Although each revenue source may appear modest individually, the scale of PhonePe’s operations results in steady, recurring revenue.

Lending and Financial Services Expansion

PhonePe is expanding its role as a Lending Service Provider by utilizing transaction data from 4.7 crore merchants and hundreds of millions of users to identify creditworthy borrowers for banks and non-banking financial companies (NBFCs). This commission-based approach is high-margin and requires less capital investment.

The company is also intensifying its focus on insurance and wealth management through platforms like Share.Market. This strategy aims to increase PhonePe’s share of the Indian middle-class wallet by transitioning users from simple payment transactions to wealth-building and insurance products.

Digital Ecosystem Development

Another long-term initiative is the Indus Appstore, envisioned as an alternative to global app stores, aimed at owning a digital ecosystem to capture advertising revenue directly from app developers.

Regulatory Compliance and Investor Appeal

By exiting the rent and RMG segments, PhonePe demonstrates a clear preference for regulatory compliance and stability over rapid but uncertain growth. Adhering to RBI’s stricter payment aggregator guidelines and distancing itself from the volatile RMG sector strengthens the company’s appeal to institutional investors.

The upcoming IPO is structured as a 100% Offer for Sale (OFS), indicating confidence in the company’s internal cash reserves—exceeding ₹1,100 crore—and improving cash flows to support this strategic transition.

Future Outlook and Risks

Looking ahead, risks such as the 30% market share cap imposed on UPI providers remain, but PhonePe’s agile adjustments to its revenue model suggest management is prepared to evolve beyond payments into a comprehensive financial services platform.

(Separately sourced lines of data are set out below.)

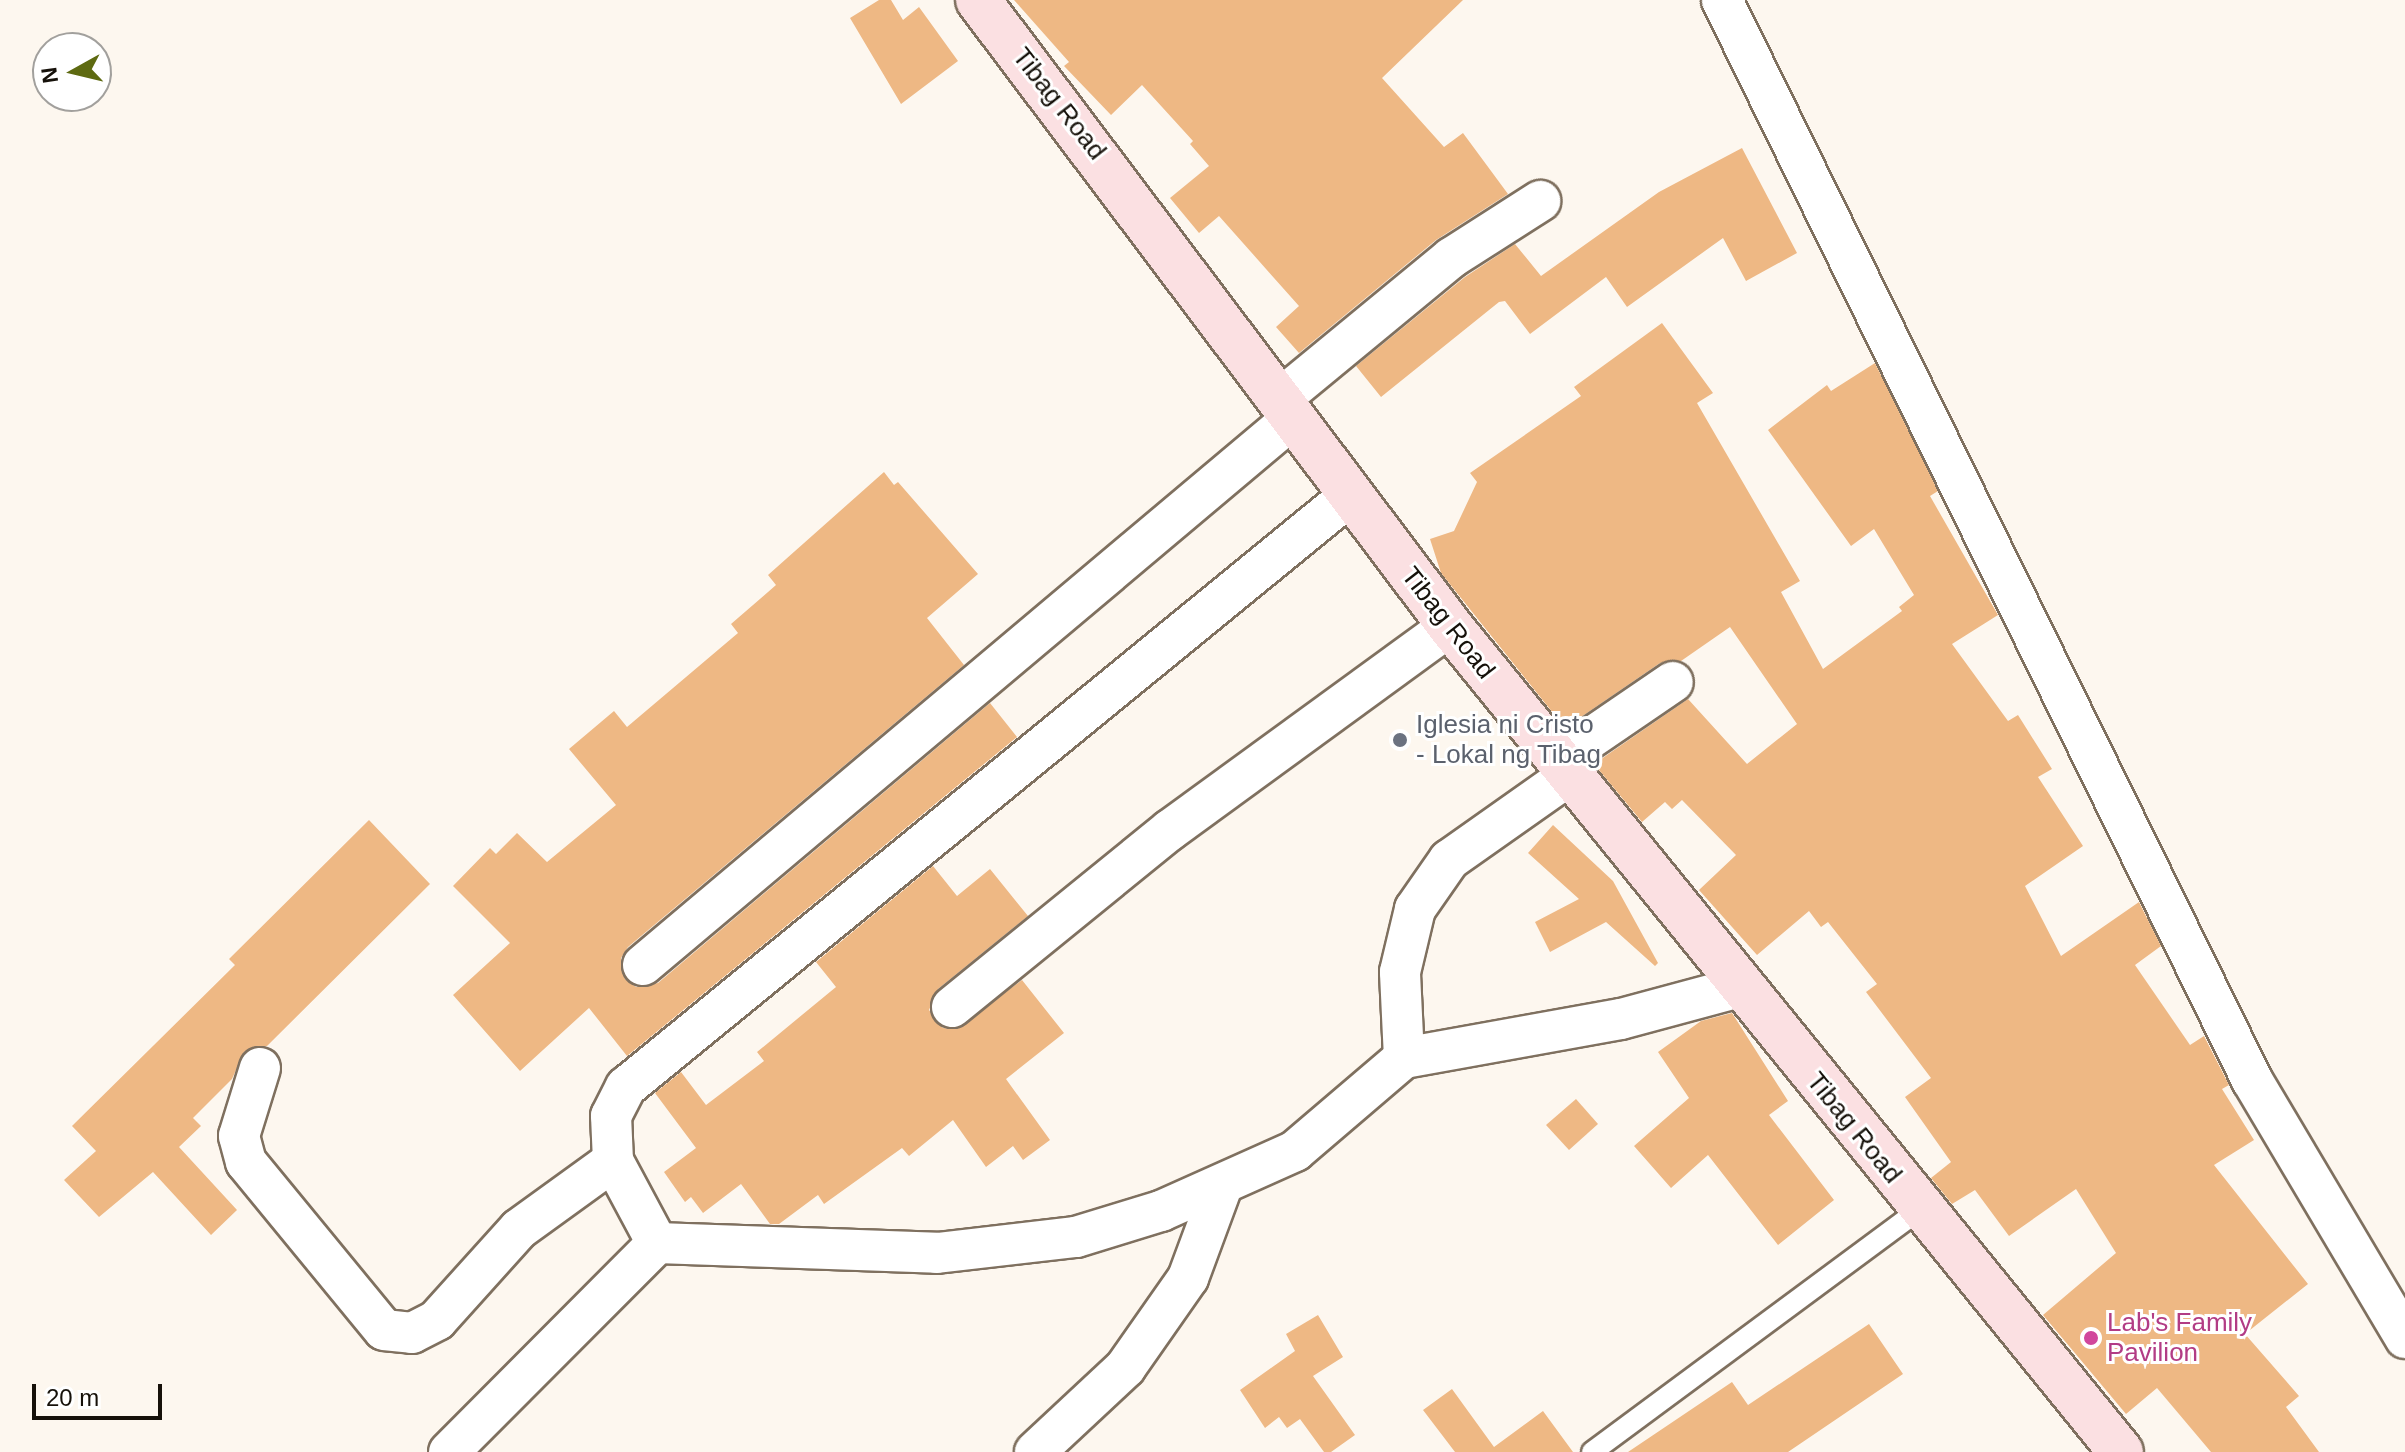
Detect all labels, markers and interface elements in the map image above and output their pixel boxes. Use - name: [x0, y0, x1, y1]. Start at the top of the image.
- north arrow: [32, 32, 112, 112]
- street label: Tibag Road: [1006, 42, 1112, 166]
- text: N: [36, 66, 63, 85]
- street label: Tibag Road: [1395, 561, 1501, 685]
- place label: Iglesia ni Cristo - Lokal ng Tibag: [1416, 709, 1601, 770]
- marker: Iglesia ni Cristo - Lokal ng Tibag: [1391, 731, 1409, 749]
- street label: Tibag Road: [1800, 1066, 1908, 1190]
- place label: Lab's Family Pavilion: [2107, 1307, 2252, 1368]
- marker: Lab's Family Pavilion: [2082, 1329, 2100, 1347]
- scale bar: [36, 1368, 166, 1418]
- text: 20 m: [46, 1384, 99, 1411]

This pivot marks PhonePe’s evolution into a diversified, data-driven, full-stack fintech entity, positioning it strongly for growth and resilience in India’s competitive financial ecosystem.

Key Takeaways

  • PhonePe holds approximately 47% share in UPI transactions but UPI does not directly generate revenue through MDR.
  • The company discontinued credit card rent payments and real money gaming services due to regulatory challenges, causing an estimated ₹1,500 crore revenue reduction.
  • PhonePe is shifting focus to multiple sustainable revenue streams, including merchant services, lending, insurance, wealth management, and the Indus Appstore.
  • Regulatory compliance is prioritized to enhance investor confidence ahead of a 100% Offer for Sale IPO.
  • The company aims to become a diversified, data-driven fintech platform prepared for future growth despite market risks.

Disclaimer: This summary is for informational purposes only. The opinions and forecasts are those of individual analysts or brokers and do not represent Mint’s views. Investors should consult certified financial advisors before making investment decisions.